Suppose ${X_0, X_1, . . . , }$ forms a Markov chain with state space S. For any n ≥ 1 and $i_0, i_1, . . . , ∈ S$, which conditional probability, $P(X_0 = i_0|X_1 = i_1)$ or $P(X_0 = i_0|X_n = i_n)$, is equal to $P(X_0 = i_0|X_1 = i_1, . . . , X_n = i_n)$?
I think it is the second one?? I do know the Markov property but I am not sure on how it applies to the initial state?
If you are working with a stationary ergodic Markov chain, then what you mention is a time-reversible markov chain, which must satisfy certain criterions to be classified as one, make sure those apply to the one you are working with. But, the reversed process satisfies $$\mathbb P\left(X_n=i_{n}\vert X_{n+1}=i_{n+1},X_{n+2},X_{n+3},...\right)=\mathbb P\left(X_n=i_{n}\vert X_{n+1}=i_{n+1}\right)$$ in your case, just let $i_n=0$.
The other option mentioned would be the $n$-th step transition probability of going from $i_n$ to $i_0$.

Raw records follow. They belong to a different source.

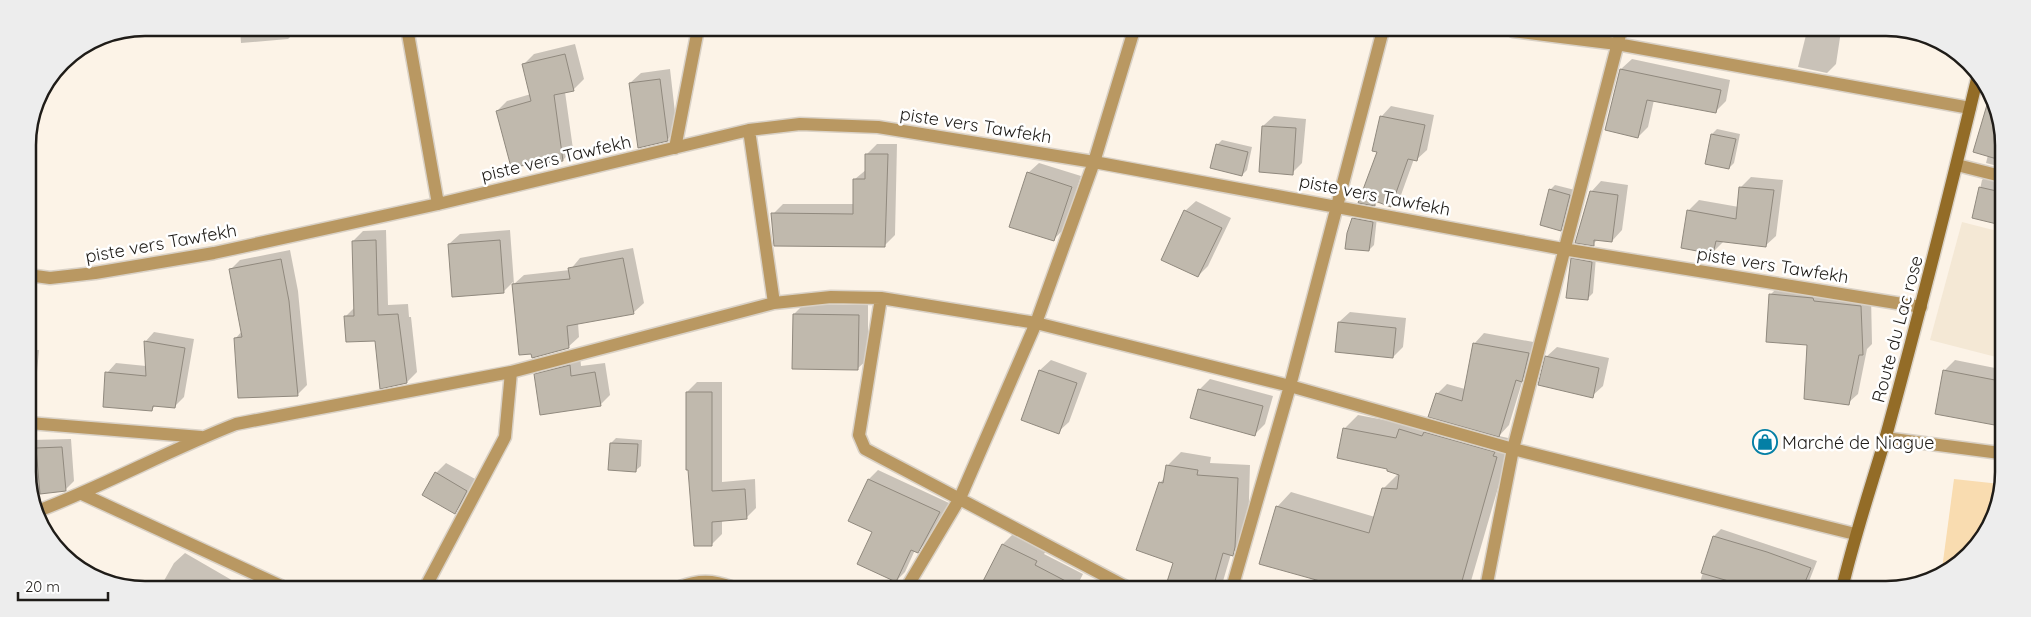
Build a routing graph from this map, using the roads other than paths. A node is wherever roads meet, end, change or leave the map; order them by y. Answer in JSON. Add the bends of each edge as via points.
{"nodes":[{"id":1,"x":409,"y":36,"type":"edge"},
{"id":2,"x":697,"y":36,"type":"edge"},
{"id":3,"x":1132,"y":36,"type":"edge"},
{"id":4,"x":1380,"y":36,"type":"edge"},
{"id":5,"x":1558,"y":36,"type":"edge"},
{"id":6,"x":1619,"y":36,"type":"edge"},
{"id":7,"x":1617,"y":44,"type":"junction"},
{"id":8,"x":1976,"y":85,"type":"edge"},
{"id":9,"x":1970,"y":108,"type":"junction"},
{"id":10,"x":748,"y":130,"type":"junction"},
{"id":11,"x":675,"y":148,"type":"junction"},
{"id":12,"x":1094,"y":162,"type":"junction"},
{"id":13,"x":1956,"y":165,"type":"junction"},
{"id":14,"x":1995,"y":175,"type":"edge"},
{"id":15,"x":438,"y":204,"type":"junction"},
{"id":16,"x":1337,"y":206,"type":"junction"},
{"id":17,"x":1563,"y":249,"type":"junction"},
{"id":18,"x":36,"y":277,"type":"edge"},
{"id":19,"x":881,"y":298,"type":"junction"},
{"id":20,"x":774,"y":303,"type":"junction"},
{"id":21,"x":1921,"y":307,"type":"junction"},
{"id":22,"x":1036,"y":323,"type":"junction"},
{"id":23,"x":511,"y":372,"type":"junction"},
{"id":24,"x":1290,"y":386,"type":"junction"},
{"id":25,"x":36,"y":424,"type":"edge"},
{"id":26,"x":201,"y":437,"type":"junction"},
{"id":27,"x":1885,"y":438,"type":"junction"},
{"id":28,"x":1513,"y":449,"type":"junction"},
{"id":29,"x":1995,"y":452,"type":"edge"},
{"id":30,"x":82,"y":494,"type":"junction"},
{"id":31,"x":960,"y":498,"type":"junction"},
{"id":32,"x":43,"y":509,"type":"edge"},
{"id":33,"x":1855,"y":534,"type":"junction"},
{"id":34,"x":270,"y":581,"type":"edge"},
{"id":35,"x":429,"y":581,"type":"edge"},
{"id":36,"x":911,"y":581,"type":"edge"},
{"id":37,"x":1115,"y":581,"type":"edge"},
{"id":38,"x":1234,"y":581,"type":"edge"},
{"id":39,"x":1487,"y":581,"type":"edge"},
{"id":40,"x":1844,"y":581,"type":"edge"}],
"edges":[{"from":1,"to":15,"type":"street"},
{"from":2,"to":11,"type":"street"},
{"from":3,"to":12,"type":"street"},
{"from":4,"to":16,"type":"street"},
{"from":5,"to":7,"type":"street"},
{"from":6,"to":7,"type":"street"},
{"from":7,"to":9,"type":"street"},
{"from":7,"to":17,"type":"street"},
{"from":8,"to":9,"type":"main road","name":"Route du Lac rose"},
{"from":9,"to":13,"type":"main road","name":"Route du Lac rose"},
{"from":10,"to":11,"type":"street","name":"piste vers Tawfekh"},
{"from":10,"to":12,"type":"street","name":"piste vers Tawfekh","via":[[800,124],[878,127]]},
{"from":10,"to":20,"type":"street"},
{"from":11,"to":15,"type":"street","name":"piste vers Tawfekh"},
{"from":12,"to":16,"type":"street","name":"piste vers Tawfekh"},
{"from":12,"to":22,"type":"street"},
{"from":13,"to":14,"type":"street"},
{"from":13,"to":21,"type":"main road","name":"Route du Lac rose"},
{"from":15,"to":18,"type":"street","name":"piste vers Tawfekh","via":[[214,253],[95,274]]},
{"from":16,"to":17,"type":"street","name":"piste vers Tawfekh"},
{"from":16,"to":24,"type":"street"},
{"from":17,"to":21,"type":"street","name":"piste vers Tawfekh"},
{"from":17,"to":28,"type":"street"},
{"from":19,"to":20,"type":"street","via":[[831,297]]},
{"from":19,"to":22,"type":"street"},
{"from":19,"to":31,"type":"street","via":[[860,442],[865,449]]},
{"from":20,"to":23,"type":"street"},
{"from":21,"to":27,"type":"main road","name":"Route du Lac rose"},
{"from":22,"to":24,"type":"street"},
{"from":22,"to":31,"type":"street"},
{"from":23,"to":26,"type":"street","via":[[236,424]]},
{"from":23,"to":35,"type":"street","via":[[506,437]]},
{"from":24,"to":28,"type":"street"},
{"from":24,"to":38,"type":"street"},
{"from":25,"to":26,"type":"street"},
{"from":26,"to":30,"type":"street"},
{"from":27,"to":29,"type":"street"},
{"from":27,"to":33,"type":"main road","name":"Route du Lac rose"},
{"from":28,"to":33,"type":"street"},
{"from":28,"to":39,"type":"street"},
{"from":30,"to":32,"type":"street"},
{"from":30,"to":34,"type":"street"},
{"from":31,"to":36,"type":"street"},
{"from":31,"to":37,"type":"street"},
{"from":33,"to":40,"type":"main road","name":"Route du Lac rose"}]}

\begin{aligned} P(X_0 = i_0|X_1 = i_1, . . . , X_n = i_n) &= \frac{P(X_0 = i_0, X_1 = i_1, . . . , X_n = i_n)}{P(X_1 = i_1, . . . , X_n = i_n)} & \text{(conditional probability)}\\ &= \frac{P(X_0 = i_0)P( X_1 = i_1 |X_0 = i_0)\cdots P(X_n = i_n | X_{n-1} = i_{n-1})}{P(X_1 = i_1)P(X_2 = i_2 | X_1 = i_1) \cdots P(X_n = i_n | X_{n-1} = i_{n-1})} & \text{(Markov chain joint distribution)}\\ &= \frac{P(X_0 = i_0)P( X_1 = i_1 |X_0 = i_0)}{P(X_1 = i_1)} &\\ &= \frac{P(X_0 = i_0, X_1 = i_1)}{P(X_1 = i_1)} &\\ &= P(X_0 = i_0 | X_1 = i_1) \end{aligned}